Combinatorial Chemistry-Methods and Application in Pharmaceutical Industry

About author
P. V. Sapkale*, M. A. Chaudhari, N.B. Chaudhari, Megha Sahu, Atul R. Bendale, Anil G. Jadhav
Department of Chemistry SES, Arunamai College of pharmacy, Jalgaon, India
Department of Chemistry ICMR, Pune, India
Smt. B. N. B. Swaminarayan Pharmacy College, Salvav (Vapi), Gujarat
E-mail: [email protected] , [email protected]

In olden days active compounds used in drug discovery programs have been natural products, isolated from plant, animal or fermentation sources. Combinatorial chemistry is one of the important techniques developed by researchers in the pharmaceutical industry to minimize the time and costs associated with producing effective and competitive new drugs. Combinatorial chemistry has become established. It has changed drug discovery. It’s a mainstream tool many drug companies would not want to do without. Many compounds discovered combinatorially, including a couple mentioned in this article, have at least entered preclinical or clinical trials. That’s some proof of the value of combinatorial chemistry. But the bottom line is that many researchers in academia, industry, and government already recognize it as an integral component of the drug discovery repertoire.

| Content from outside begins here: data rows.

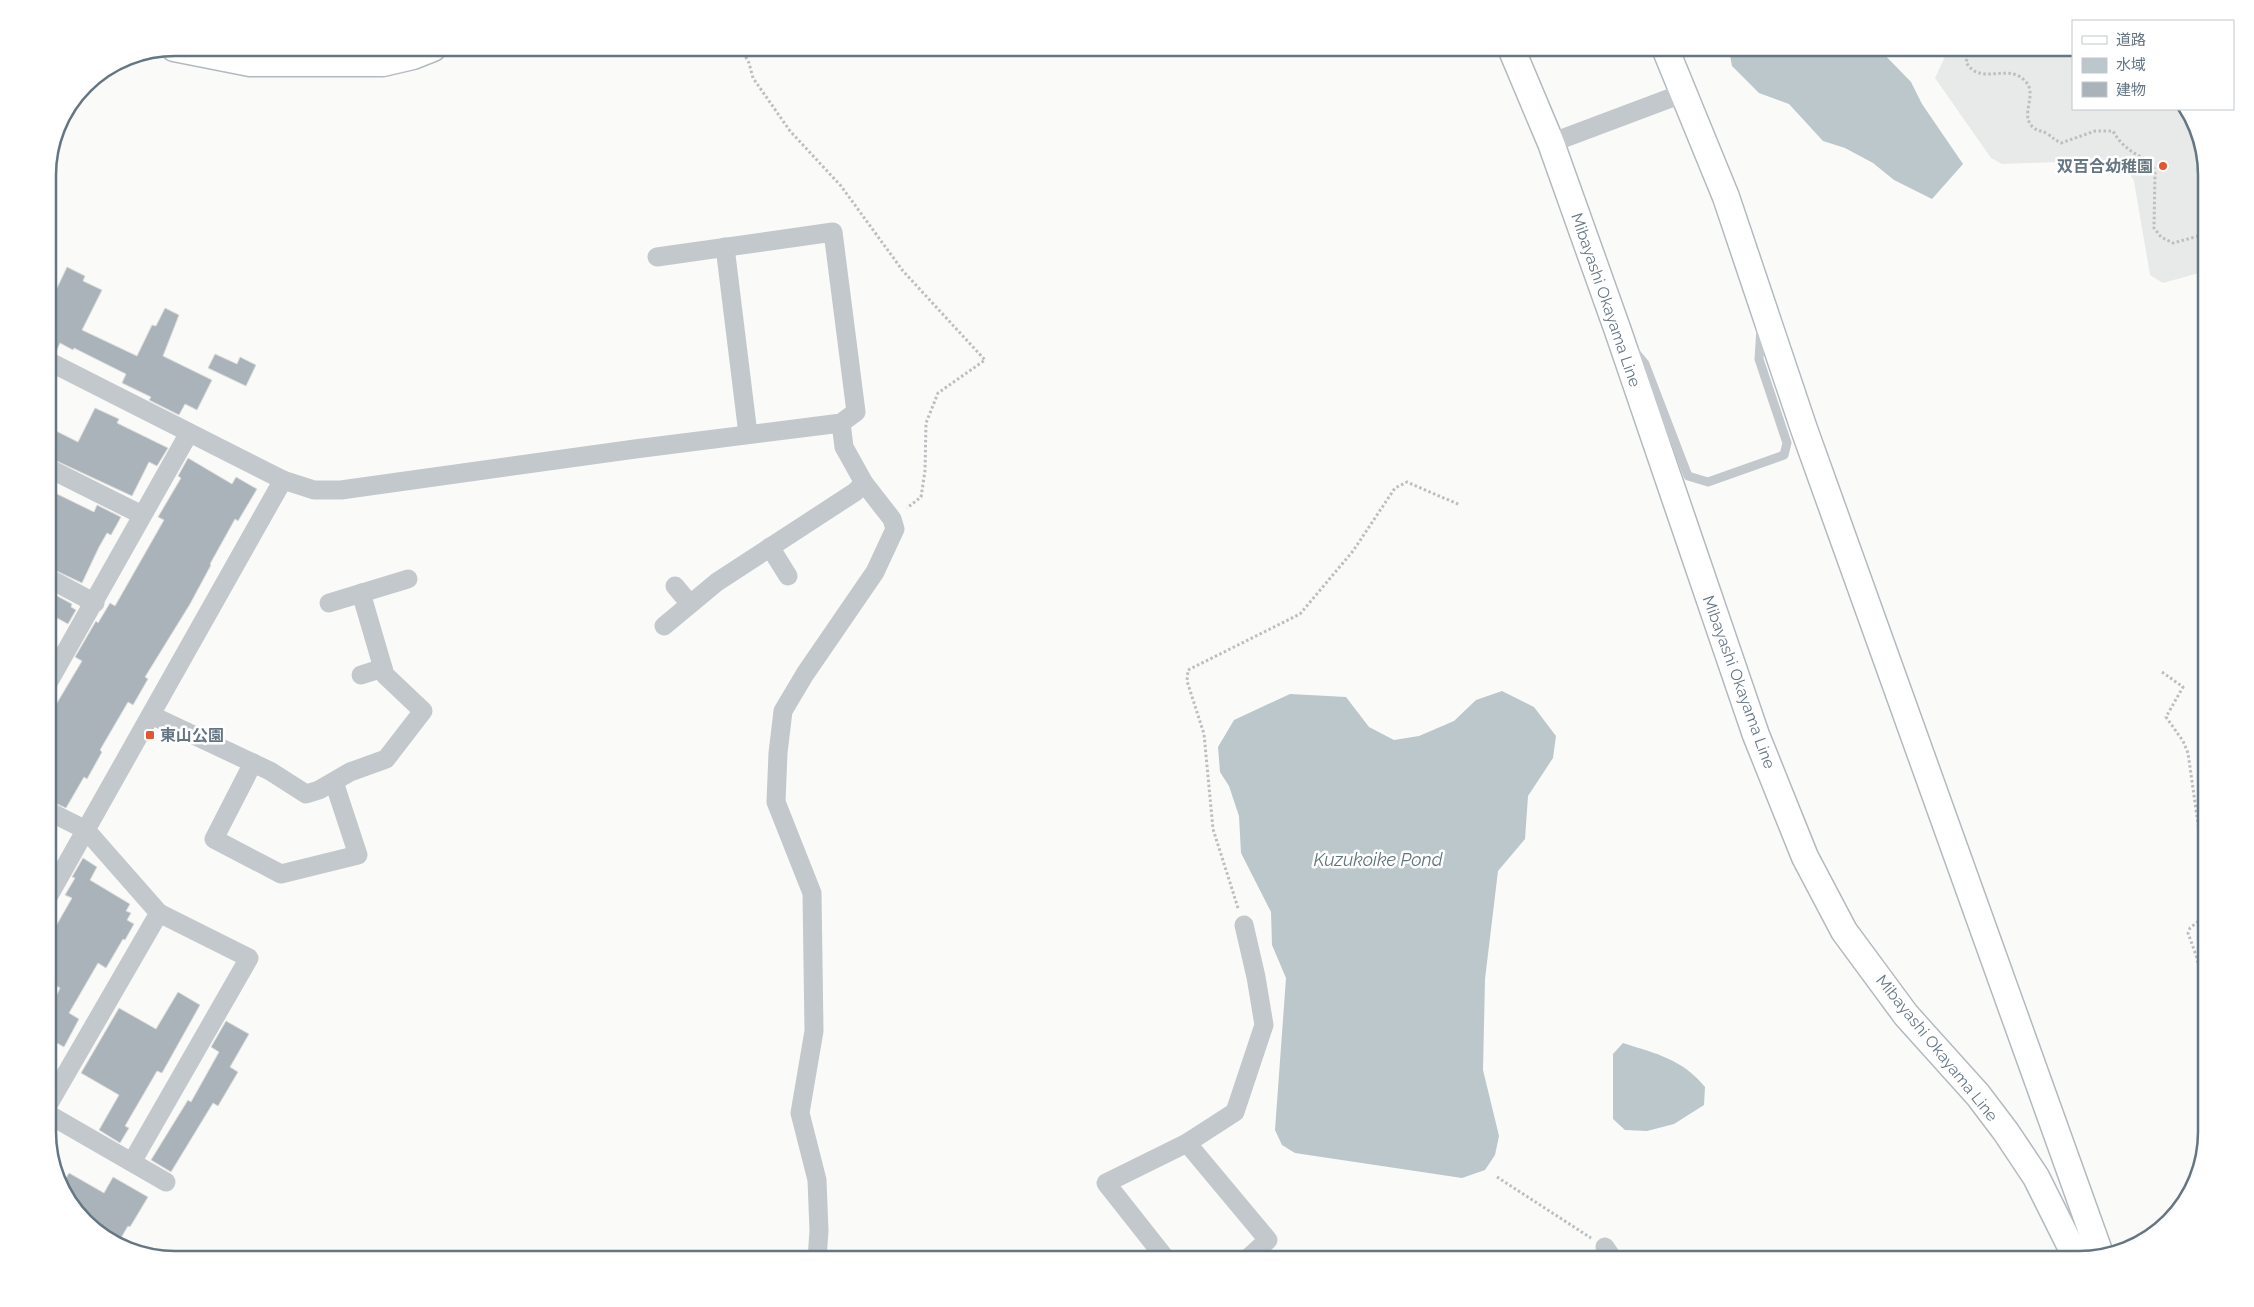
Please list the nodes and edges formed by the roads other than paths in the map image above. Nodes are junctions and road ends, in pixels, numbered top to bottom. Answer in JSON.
{"nodes":[{"id":1,"x":1514,"y":56,"type":"edge"},
{"id":2,"x":1668,"y":56,"type":"edge"},
{"id":3,"x":219,"y":57,"type":"edge"},
{"id":4,"x":409,"y":57,"type":"edge"},
{"id":5,"x":1684,"y":93,"type":"junction"},
{"id":6,"x":1551,"y":143,"type":"junction"},
{"id":7,"x":725,"y":247,"type":"junction"},
{"id":8,"x":657,"y":256,"type":"dead end"},
{"id":9,"x":1762,"y":300,"type":"junction"},
{"id":10,"x":1618,"y":331,"type":"junction"},
{"id":11,"x":57,"y":366,"type":"edge"},
{"id":12,"x":841,"y":423,"type":"junction"},
{"id":13,"x":189,"y":433,"type":"junction"},
{"id":14,"x":748,"y":434,"type":"junction"},
{"id":15,"x":57,"y":472,"type":"edge"},
{"id":16,"x":283,"y":480,"type":"junction"},
{"id":17,"x":864,"y":483,"type":"junction"},
{"id":18,"x":142,"y":515,"type":"junction"},
{"id":19,"x":770,"y":547,"type":"junction"},
{"id":20,"x":788,"y":576,"type":"dead end"},
{"id":21,"x":408,"y":579,"type":"dead end"},
{"id":22,"x":57,"y":583,"type":"edge"},
{"id":23,"x":675,"y":586,"type":"dead end"},
{"id":24,"x":361,"y":593,"type":"junction"},
{"id":25,"x":95,"y":603,"type":"junction"},
{"id":26,"x":329,"y":603,"type":"dead end"},
{"id":27,"x":690,"y":604,"type":"junction"},
{"id":28,"x":664,"y":626,"type":"dead end"},
{"id":29,"x":57,"y":668,"type":"edge"},
{"id":30,"x":383,"y":668,"type":"junction"},
{"id":31,"x":361,"y":675,"type":"dead end"},
{"id":32,"x":151,"y":715,"type":"junction"},
{"id":33,"x":254,"y":763,"type":"junction"},
{"id":34,"x":334,"y":782,"type":"junction"},
{"id":35,"x":57,"y":816,"type":"edge"},
{"id":36,"x":86,"y":830,"type":"junction"},
{"id":37,"x":57,"y":881,"type":"edge"},
{"id":38,"x":159,"y":913,"type":"junction"},
{"id":39,"x":1244,"y":925,"type":"road end"},
{"id":40,"x":57,"y":1089,"type":"edge"},
{"id":41,"x":57,"y":1119,"type":"edge"},
{"id":42,"x":1187,"y":1143,"type":"junction"},
{"id":43,"x":132,"y":1162,"type":"junction"},
{"id":44,"x":166,"y":1182,"type":"dead end"},
{"id":45,"x":2098,"y":1249,"type":"edge"},
{"id":46,"x":818,"y":1251,"type":"edge"},
{"id":47,"x":1159,"y":1251,"type":"edge"},
{"id":48,"x":1256,"y":1251,"type":"edge"},
{"id":49,"x":2073,"y":1251,"type":"edge"}],
"edges":[{"from":1,"to":6,"type":"main road","name":"Mibayashi Okayama Line"},
{"from":2,"to":5,"type":"main road"},
{"from":3,"to":4,"type":"main road"},
{"from":5,"to":6,"type":"street"},
{"from":5,"to":9,"type":"main road"},
{"from":6,"to":10,"type":"main road","name":"Mibayashi Okayama Line"},
{"from":7,"to":8,"type":"street"},
{"from":7,"to":12,"type":"street"},
{"from":7,"to":14,"type":"street"},
{"from":9,"to":10,"type":"lane"},
{"from":9,"to":45,"type":"main road"},
{"from":10,"to":49,"type":"main road","name":"Mibayashi Okayama Line"},
{"from":11,"to":13,"type":"street"},
{"from":12,"to":14,"type":"street"},
{"from":12,"to":17,"type":"street"},
{"from":13,"to":16,"type":"street"},
{"from":13,"to":18,"type":"street"},
{"from":14,"to":16,"type":"street"},
{"from":15,"to":18,"type":"street"},
{"from":16,"to":32,"type":"street"},
{"from":17,"to":19,"type":"street"},
{"from":17,"to":46,"type":"street"},
{"from":18,"to":25,"type":"street"},
{"from":19,"to":20,"type":"street"},
{"from":19,"to":27,"type":"street"},
{"from":21,"to":24,"type":"street"},
{"from":22,"to":25,"type":"street"},
{"from":23,"to":27,"type":"street"},
{"from":24,"to":26,"type":"street"},
{"from":24,"to":30,"type":"street"},
{"from":25,"to":29,"type":"street"},
{"from":27,"to":28,"type":"street"},
{"from":30,"to":31,"type":"street"},
{"from":30,"to":34,"type":"street"},
{"from":32,"to":33,"type":"street"},
{"from":32,"to":36,"type":"street"},
{"from":33,"to":34,"type":"street"},
{"from":33,"to":34,"type":"street"},
{"from":35,"to":36,"type":"street"},
{"from":36,"to":37,"type":"street"},
{"from":36,"to":38,"type":"street"},
{"from":38,"to":40,"type":"street"},
{"from":38,"to":43,"type":"street"},
{"from":39,"to":42,"type":"street"},
{"from":41,"to":43,"type":"street"},
{"from":42,"to":47,"type":"street"},
{"from":42,"to":48,"type":"street"},
{"from":43,"to":44,"type":"street"}]}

Key words: Development of combi-chem, Combinatorial Chemistry in pharmaceuticals, Combinatorial Chemistry methods and applications.

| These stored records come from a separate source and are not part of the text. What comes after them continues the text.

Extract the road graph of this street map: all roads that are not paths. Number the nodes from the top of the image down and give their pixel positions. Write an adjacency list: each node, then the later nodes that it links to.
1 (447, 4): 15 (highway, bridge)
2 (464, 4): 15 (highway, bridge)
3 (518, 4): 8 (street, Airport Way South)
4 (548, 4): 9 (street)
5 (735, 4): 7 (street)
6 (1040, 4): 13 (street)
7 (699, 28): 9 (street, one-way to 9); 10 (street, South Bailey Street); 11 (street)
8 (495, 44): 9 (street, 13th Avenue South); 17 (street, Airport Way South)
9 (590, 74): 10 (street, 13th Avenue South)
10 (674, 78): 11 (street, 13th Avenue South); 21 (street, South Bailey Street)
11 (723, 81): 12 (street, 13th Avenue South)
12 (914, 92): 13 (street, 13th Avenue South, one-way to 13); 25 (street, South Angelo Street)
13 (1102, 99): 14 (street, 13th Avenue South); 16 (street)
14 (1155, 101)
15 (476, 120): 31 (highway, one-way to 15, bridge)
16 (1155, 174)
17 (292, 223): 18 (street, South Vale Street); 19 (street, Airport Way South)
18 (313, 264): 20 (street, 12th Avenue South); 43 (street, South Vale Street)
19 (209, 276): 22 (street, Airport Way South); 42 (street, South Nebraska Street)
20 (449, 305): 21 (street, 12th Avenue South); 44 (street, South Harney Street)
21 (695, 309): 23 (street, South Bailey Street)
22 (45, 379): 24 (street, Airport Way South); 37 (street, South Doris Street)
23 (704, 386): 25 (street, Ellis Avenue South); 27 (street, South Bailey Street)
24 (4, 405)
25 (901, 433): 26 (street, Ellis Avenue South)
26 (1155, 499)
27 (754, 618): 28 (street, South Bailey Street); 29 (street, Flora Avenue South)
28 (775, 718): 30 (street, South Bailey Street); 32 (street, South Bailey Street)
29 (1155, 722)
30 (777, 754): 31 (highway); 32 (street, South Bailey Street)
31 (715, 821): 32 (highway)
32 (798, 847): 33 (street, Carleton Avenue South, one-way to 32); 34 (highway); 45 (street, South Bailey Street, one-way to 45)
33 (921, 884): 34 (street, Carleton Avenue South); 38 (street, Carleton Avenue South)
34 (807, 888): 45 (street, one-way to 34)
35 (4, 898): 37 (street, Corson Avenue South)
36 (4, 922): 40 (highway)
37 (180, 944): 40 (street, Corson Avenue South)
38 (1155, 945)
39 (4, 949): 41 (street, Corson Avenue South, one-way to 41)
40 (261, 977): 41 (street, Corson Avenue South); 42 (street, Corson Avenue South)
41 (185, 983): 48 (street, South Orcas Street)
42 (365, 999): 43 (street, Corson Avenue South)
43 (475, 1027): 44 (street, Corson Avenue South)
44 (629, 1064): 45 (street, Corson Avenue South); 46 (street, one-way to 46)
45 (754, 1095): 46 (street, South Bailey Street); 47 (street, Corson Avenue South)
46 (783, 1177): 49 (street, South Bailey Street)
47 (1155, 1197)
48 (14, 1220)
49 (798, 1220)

Combinatorial chemistry is a novel method of synthesizing various different compound quickly and at the single time. A part from the time-consuming and labor useful methods of traditional chemistry where compounds are synthesized individually, one at a time. While at first used by organic chemists who are seeking new drugs, chemists are also now applying combinatorial chemistry to other fields such as semiconductors, superconductors, catalysts and polymers. Combi Chem is used to synthesize big number of chemical compounds by combining sets of building blocks. Each freshly synthesized compound’s composition is slightly different from the last one. A traditional chemist can synthesize 300-400compounds per year. A combinatorial system can produce in a year 1,000 or 10,000 compounds which can be tested for potential drug candidates in a high-throughput screening process. In the last few years, the Combi Chem has emerged as an exciting new and novel method for the drug discovery. In a short time the topic has become a considerable scientific interest and research efforts. Combi Chem is currently applied, in addition to natural product synthesis and drug discovery, to Agri. chemistry, biochemistry, catalyst discovery and material science. Gene sequences for targets that have been identified by genomics approaches are cloned and shown as target proteins that are suitable for screening with probe library of small, drug like chemical compounds. These compounds are screened to find active hits using a quantitative, universal binding assay.

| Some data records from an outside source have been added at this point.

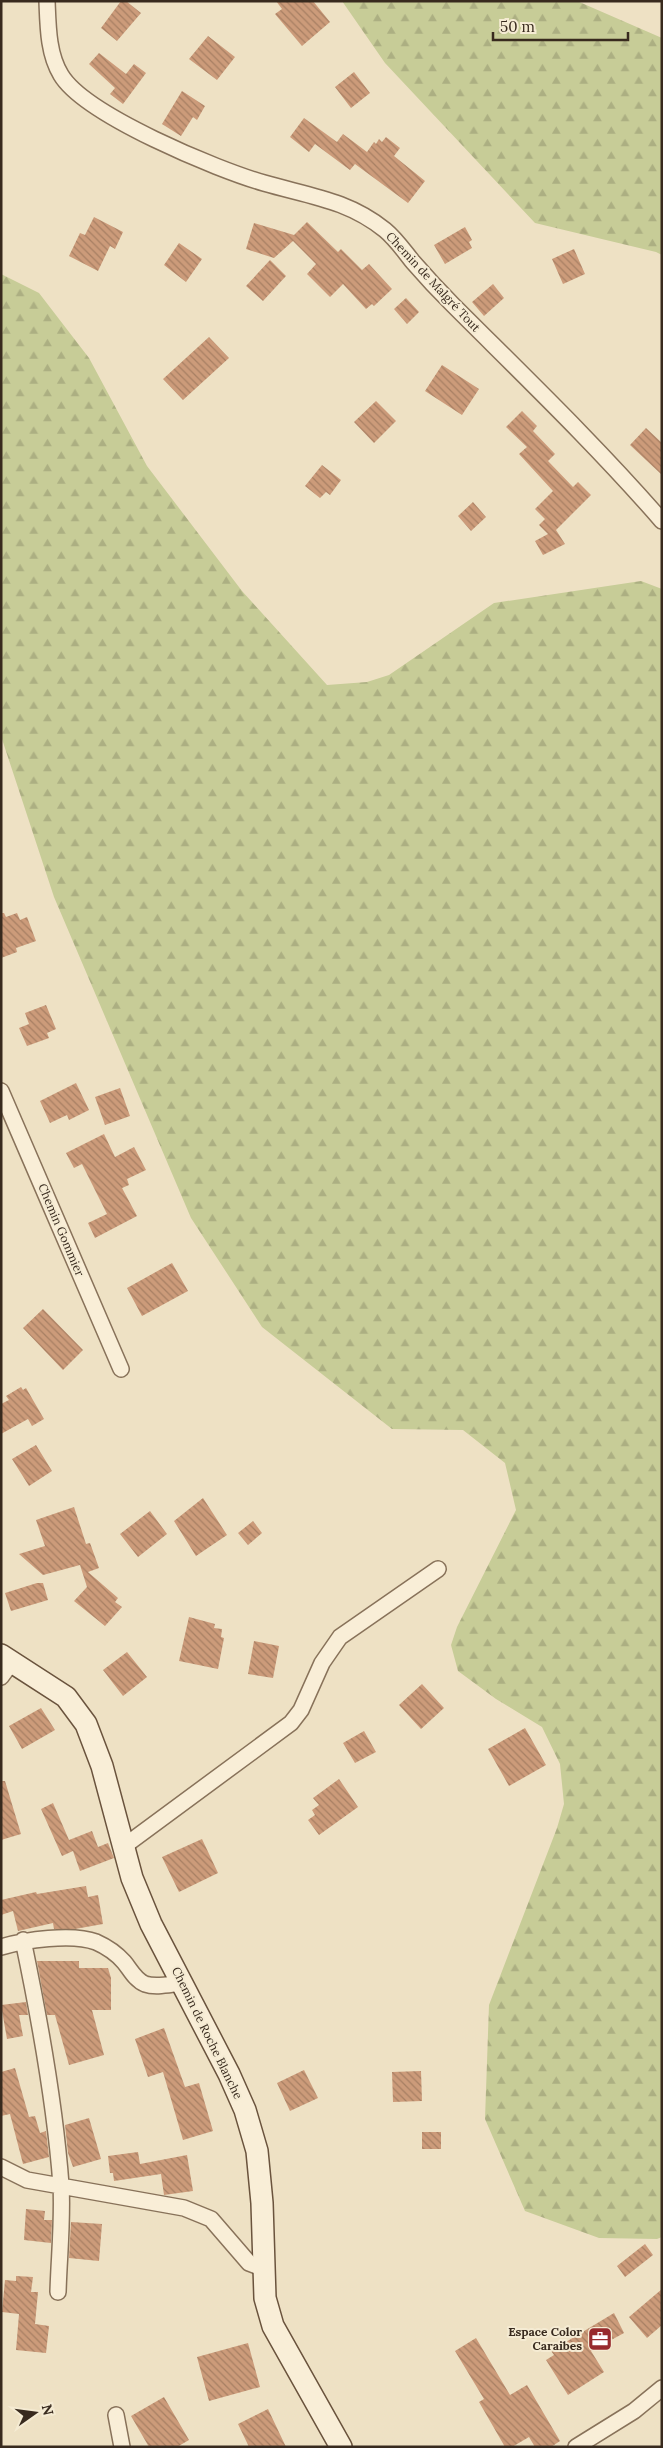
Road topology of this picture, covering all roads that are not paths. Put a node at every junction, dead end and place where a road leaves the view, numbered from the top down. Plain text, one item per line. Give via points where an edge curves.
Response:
1 (47, 1) edge
2 (662, 522) edge
3 (1, 1091) edge
4 (120, 1370) dead end
5 (438, 1570) dead end
6 (5, 1665) edge
7 (123, 1847) junction
8 (23, 1940) junction
9 (1, 1947) edge
10 (183, 1983) junction
11 (1, 2167) edge
12 (61, 2188) junction
13 (262, 2268) junction
14 (58, 2292) dead end
15 (662, 2388) edge
16 (116, 2415) dead end
17 (122, 2447) edge
18 (341, 2447) edge
19 (576, 2447) edge

1 - 2 street, Chemin de Malgré Tout via 53,54 60,74 71,89 90,104 187,154 261,182 349,206 366,215 387,232 430,281
3 - 4 street, Chemin Gommier
5 - 7 street via 340,1637 322,1662 301,1710 291,1723
6 - 7 main road, Chemin de Roche Blanche via 66,1697 86,1724 102,1766
7 - 10 main road, Chemin de Roche Blanche via 151,1924
8 - 9 street
8 - 10 street via 78,1938 95,1942 122,1960 144,1984
8 - 12 street via 43,2049
10 - 13 main road, Chemin de Roche Blanche via 245,2110 256,2151 262,2203
11 - 12 street via 27,2180
12 - 13 street via 184,2208 211,2219 249,2263
12 - 14 street
13 - 18 main road, Chemin de Roche Blanche via 265,2298 273,2326
15 - 19 street via 634,2411
16 - 17 street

Initial hits or quantitative structural activity data that obtained from binding assay are analyzed and used to formulate a selection strategy for the synthesis of more compounds with improved properties. These compounds are choice from a computer database of synthetically accessible analogs of the initial probe library, synthesized by parallel synthesis methods and tested to explain the structure activity profile of the target under observation and to refine the selection criteria for further rounds of chemical synthesis and biological testing. In each reaction priority is assigned to the synthetic candidates using a multi objective optimization process that is designed to ensure that compounds are not only optimized for target binding affinity, but also have drug like characteristics that will allow them to be used directly as tool compounds in biological.